> **Requirement**:
Scan the entries below. Return every line that includes "Пятниц".

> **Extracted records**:
*** Block opens ***
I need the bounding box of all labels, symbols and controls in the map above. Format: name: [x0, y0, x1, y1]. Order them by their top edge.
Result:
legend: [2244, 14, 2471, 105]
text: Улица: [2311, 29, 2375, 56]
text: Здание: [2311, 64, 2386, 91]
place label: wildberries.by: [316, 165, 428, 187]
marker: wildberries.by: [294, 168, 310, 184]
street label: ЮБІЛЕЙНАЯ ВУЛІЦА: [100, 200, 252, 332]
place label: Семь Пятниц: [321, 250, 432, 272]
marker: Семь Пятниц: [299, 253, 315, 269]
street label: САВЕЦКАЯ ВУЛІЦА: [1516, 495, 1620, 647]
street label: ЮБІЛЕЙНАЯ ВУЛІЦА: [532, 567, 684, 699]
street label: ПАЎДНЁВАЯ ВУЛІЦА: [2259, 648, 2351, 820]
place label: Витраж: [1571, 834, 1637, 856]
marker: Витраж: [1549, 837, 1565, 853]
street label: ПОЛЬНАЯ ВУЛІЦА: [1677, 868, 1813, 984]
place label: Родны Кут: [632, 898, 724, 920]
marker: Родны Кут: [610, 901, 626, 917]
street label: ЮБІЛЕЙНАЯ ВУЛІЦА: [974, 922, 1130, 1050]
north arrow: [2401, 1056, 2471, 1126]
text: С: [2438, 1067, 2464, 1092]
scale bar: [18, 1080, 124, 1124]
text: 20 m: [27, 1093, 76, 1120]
*** Block closes ***
> **Your response**:
place label: Семь Пятниц: [321, 250, 432, 272]
marker: Семь Пятниц: [299, 253, 315, 269]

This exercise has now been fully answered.